The issues with aTLS
So, where does aTLS fall short?
- Longer connection establishment time. Since we are producing and validating an attestation, the handshake takes longer. This is not too bad for DCAP (raw TDX), but pretty impactful in MAA (around 2 seconds in our experience).
- Necessity to implement a custom TLS handshake protocol in our products. This is actually quite an issue, since the implementation is both security-critical and not trivial.
- Due to certificate restrictions, it’s not possible to realize the second part of TLS guarantees — server identity based on certificates, and connecting those to DNS. At least it’s true for ACME (like Let’s Encrypt).
- The TLS certificates are self-signed, and hence not accepted by standard tools (curl, https and tls libraries) without using “insecure” options
How are we solving those issues? We simply took away aTLS from any hot path in our products, and rather we rely on aTLS to exchange regular TLS certificates.

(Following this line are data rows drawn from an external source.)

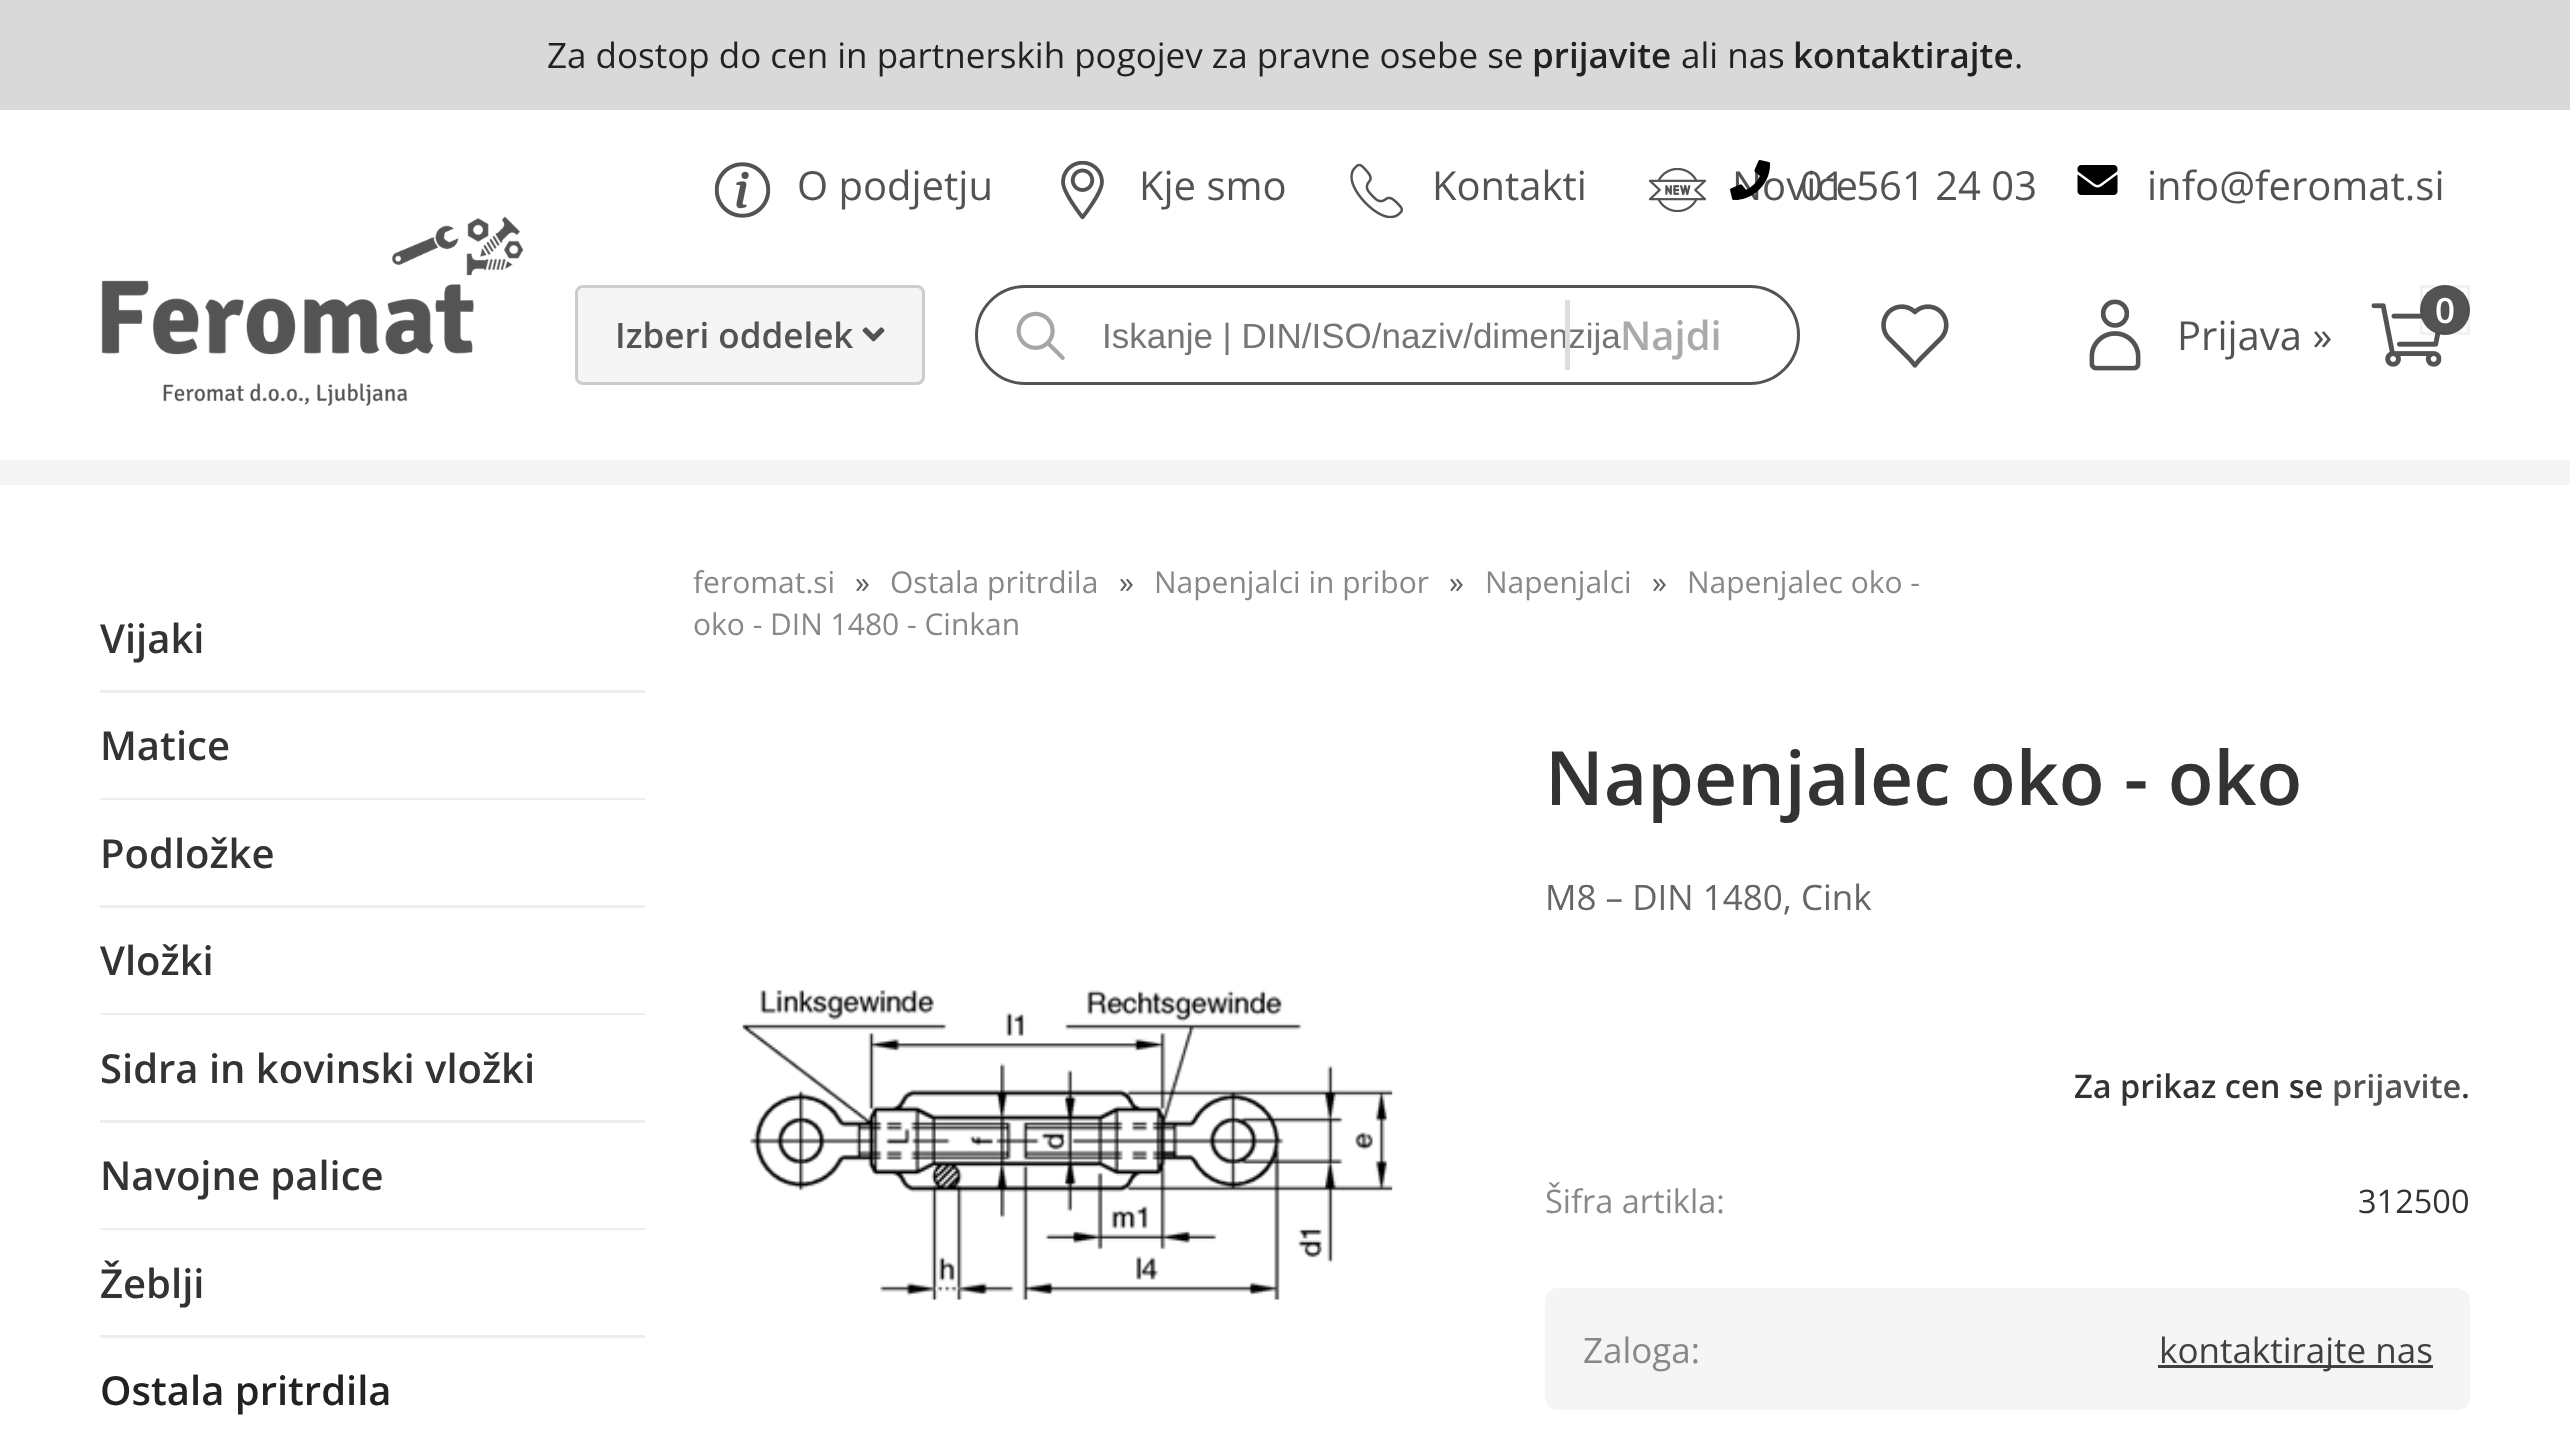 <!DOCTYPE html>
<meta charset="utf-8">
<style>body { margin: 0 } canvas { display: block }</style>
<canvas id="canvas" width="2570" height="1434"></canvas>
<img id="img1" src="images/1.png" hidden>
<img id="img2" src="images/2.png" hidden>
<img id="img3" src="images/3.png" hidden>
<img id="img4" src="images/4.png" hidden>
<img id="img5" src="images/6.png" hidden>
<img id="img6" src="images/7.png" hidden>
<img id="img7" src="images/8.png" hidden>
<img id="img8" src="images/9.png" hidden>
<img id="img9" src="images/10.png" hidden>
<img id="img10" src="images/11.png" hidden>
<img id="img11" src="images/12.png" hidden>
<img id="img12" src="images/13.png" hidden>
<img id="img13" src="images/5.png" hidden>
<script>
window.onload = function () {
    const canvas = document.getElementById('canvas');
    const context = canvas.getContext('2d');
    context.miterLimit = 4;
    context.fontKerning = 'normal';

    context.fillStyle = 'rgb(217, 217, 217)';
    context.fillRect(0, 0, 2570, 1434);
    context.fillStyle = 'rgb(255, 255, 255)';
    context.fillRect(0, 110, 2570, 350);
    context.fillStyle = 'rgb(245, 245, 245)';
    context.fillRect(0, 460, 2570, 25);
    context.drawImage(document.getElementById('img1'), 714, 162, 57, 56);
    context.drawImage(document.getElementById('img2'), 1061, 160, 43, 60);
    context.drawImage(document.getElementById('img3'), 1350, 163, 53, 56);
    context.drawImage(document.getElementById('img4'), 1648, 167, 59, 46);
    context.drawImage(document.getElementById('img5'), 2077, 165, 41, 30);
    context.drawImage(document.getElementById('img6'), 101, 216, 423, 190);
    context.beginPath();
    context.roundRect(576.5, 286.5, 347, 97, 6.5);
    context.fill();
    context.strokeStyle = 'rgb(204, 204, 204)';
    context.lineWidth = 3;
    context.stroke();
    context.drawImage(document.getElementById('img7'), 862, 327, 23, 15);
    context.drawImage(document.getElementById('img8'), 1016, 311, 49, 49);
    context.beginPath();
    context.roundRect(976.5, 286.5, 822, 97, 48.5);
    context.strokeStyle = 'rgb(83, 83, 83)';
    context.stroke();
    context.drawImage(document.getElementById('img9'), 1881, 304, 68, 64);
    context.drawImage(document.getElementById('img10'), 2089, 299, 52, 72);
    context.drawImage(document.getElementById('img11'), 2371, 303, 73, 64);
    context.fillStyle = 'rgb(83, 83, 83)';
    context.beginPath();
    context.arc(2445, 310, 25, 0, 2 * Math.PI);
    context.fill();
    context.strokeStyle = 'rgba(0, 0, 0, 0.05)';
    context.strokeRect(2421.5, 286.5, 47, 47);
    context.fillStyle = 'rgb(255, 255, 255)';
    context.fillRect(0, 485, 2570, 949);
    context.fillStyle = 'rgb(238, 238, 238)';
    context.fillRect(100, 690, 545, 3);
    context.fillRect(100, 798, 545, 2);
    context.fillRect(100, 905, 545, 3);
    context.fillRect(100, 1013, 545, 2);
    context.fillRect(100, 1120, 545, 3);
    context.fillRect(100, 1228, 545, 2);
    context.fillRect(100, 1335, 545, 3);
    context.drawImage(document.getElementById('img12'), 742, 990, 651, 310);
    context.fillStyle = 'rgb(245, 245, 245)';
    context.beginPath();
    context.roundRect(1545, 1288, 925, 122, 13);
    context.fill();
    context.fillStyle = 'rgb(64, 64, 64)';
    context.fillRect(2158, 1365, 275, 3);
    context.font = '35px Open Sans';
    context.fillStyle = 'rgb(34, 34, 34)';
    context.fillText('Za dostop do cen in partnerskih pogojev za pravne osebe se', 547, 68);
    context.font = '600 35px Open Sans';
    context.fillText('prijavite', 1532, 68);
    context.font = '35px Open Sans';
    context.fillText('ali nas', 1681, 68);
    context.font = '600 35px Open Sans';
    context.fillText('kontaktirajte', 1793, 68);
    context.font = '35px Open Sans';
    context.fillText('.', 2014, 68);
    context.font = '40px Open Sans';
    context.fillStyle = 'rgb(83, 83, 83)';
    context.fillText('O podjetju', 797, 200);
    context.fillText('Kje smo', 1139, 200);
    context.fillText('Kontakti', 1432, 200);
    context.fillText('Novice', 1732, 200);
    context.drawImage(document.getElementById('img13'), 1730, 160, 41, 40);
    context.fillText('01 561 24 03', 1800, 200);
    context.fillText('info@feromat.si', 2147, 200);
    context.font = '600 35px Open Sans';
    context.fillText('Izberi oddelek', 615, 348);
    context.save();
    context.beginPath();
    context.rect(1103, 315, 570, 40);
    context.clip();
    context.font = '35px Liberation Sans';
    context.fillStyle = 'rgb(117, 117, 117)';
    context.fillText('Iskanje | DIN/ISO/naziv/dimenzija', 1102, 348);
    context.restore();
    context.fillStyle = 'rgb(221, 221, 221)';
    context.fillRect(1565, 300, 5, 70);
    context.font = '600 40px Open Sans';
    context.fillStyle = 'rgb(170, 170, 170)';
    context.fillText('Najdi', 1620, 350);
    context.font = '40px Open Sans';
    context.fillStyle = 'rgb(83, 83, 83)';
    context.fillText('Prijava »', 2177, 350);
    context.font = '600 35px Open Sans';
    context.fillStyle = 'rgb(255, 255, 255)';
    context.fillText('0', 2435, 323);
    context.font = '600 40px Open Sans';
    context.fillStyle = 'rgb(51, 51, 51)';
    context.fillText('Vijaki', 100, 653);
    context.fillText('Matice', 100, 760);
    context.fillText('Podložke', 100, 868);
    context.fillText('Vložki', 100, 975);
    context.fillText('Sidra in kovinski vložki', 100, 1083);
    context.fillText('Navojne palice', 100, 1190);
    context.fillText('Žeblji', 100, 1298);
    context.fillStyle = 'rgb(34, 34, 34)';
    context.fillText('Ostala pritrdila', 100, 1405);
    context.font = '30px Open Sans';
    context.fillStyle = 'rgb(136, 136, 136)';
    context.fillText('feromat.si', 693, 593);
    context.fillStyle = 'rgb(96, 96, 96)';
    context.fillText('»', 855, 593);
    context.fillStyle = 'rgb(136, 136, 136)';
    context.fillText('Ostala pritrdila', 890, 593);
    context.fillStyle = 'rgb(96, 96, 96)';
    context.fillText('»', 1119, 593);
    context.fillStyle = 'rgb(136, 136, 136)';
    context.fillText('Napenjalci in pribor', 1154, 593);
    context.fillStyle = 'rgb(96, 96, 96)';
    context.fillText('»', 1449, 593);
    context.fillStyle = 'rgb(136, 136, 136)';
    context.fillText('Napenjalci', 1485, 593);
    context.fillStyle = 'rgb(96, 96, 96)';
    context.fillText('»', 1652, 593);
    context.fillStyle = 'rgb(136, 136, 136)';
    context.fillText('Napenjalec oko -', 1687, 593);
    context.fillText('oko - DIN 1480 - Cinkan', 693, 635);
    context.font = '600 75px Open Sans';
    context.fillStyle = 'rgb(51, 51, 51)';
    context.fillText('Napenjalec oko - oko', 1545, 805);
    context.font = '35px Open Sans';
    context.fillStyle = 'rgb(102, 102, 102)';
    context.fillText('M8 – DIN 1480, Cink', 1545, 910);
    context.font = '600 32.5px Open Sans';
    context.fillStyle = 'rgb(51, 51, 51)';
    context.fillText('Za prikaz cen se', 2074, 1098);
    context.fillStyle = 'rgb(83, 83, 83)';
    context.fillText('prijavite', 2332, 1098);
    context.fillStyle = 'rgb(51, 51, 51)';
    context.fillText('.', 2461, 1098);
    context.font = '32.5px Open Sans';
    context.fillStyle = 'rgb(136, 136, 136)';
    context.fillText('Šifra artikla:', 1545, 1213);
    context.fillStyle = 'rgb(51, 51, 51)';
    context.fillText('312500', 2358, 1213);
    context.font = '35px Open Sans';
    context.fillStyle = 'rgb(136, 136, 136)';
    context.fillText('Zaloga:', 1583, 1363);
    context.fillStyle = 'rgb(64, 64, 64)';
    context.fillText('kontaktirajte nas', 2159, 1363);
};
</script>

There are some exceptions, but they are not very consequential.
If we have already moved away from aTLS for connections other than certificate exchange — why keep using it?
What aTLS does right
There is one thing that aTLS does really well, and why we are accepting its shortcomings: it ties the attestation to the temporary TLS certificate, and vice versa. It’s impossible to perform any kind of replay/man-in-the-middle/relay attacks thanks to those using the same nonce and session during key exchange and attestation.
And we absolutely need to re-create the security of the joint handshake.
What do we want from our communication channels?
Threat model: assume that either (or both) client or server are malicious, and can inspect, modify, replay, redirect, or relay any messages they wish to. We assume (for the purposes of communication channels) that code running inside TDX is free of bugs and backdoors, and that neither the client nor the server can break the security of TDX. The last assumption is a weak one, since security model of TDX does not include physical access — we’ll assume specifically that TDX VMs are run in a way that at least one party involved is disincentivized to break TDX — either the cloud service provider (CSP), bare metal hosting (BM), or the VM deployer.
Guarantees: any channel established with a TDX-protected endpoint (client, server, or both) must come with the following:
- A fresh attestation binding the TLS session to measured TDX VM
- End-to-end encryption and integrity for all requests and responses originating from the TDX-protected endpoint
- Assurance that unauthorized physical access to the TDX host machine is unlikely (see DCEA)
- Assurance from cloud service provider for TDX CVMs
- Assurance from bare metal hosting provider for TDX VMs deployed on bare metal machines
- Assurance from the VM deployer as a last resort (forces permissioning)
- Authenticated identity of the TDX VM deployer in order to attribute faults (in particular network censorship)
Request for comments
Feedback is more than welcome — I would love to see different perspectives on the whole issue of attested communication channels, as well as comments on any specific aspects of the problem statement. Very much welcome are pointers to related work and considerations and suggestions for any solutions.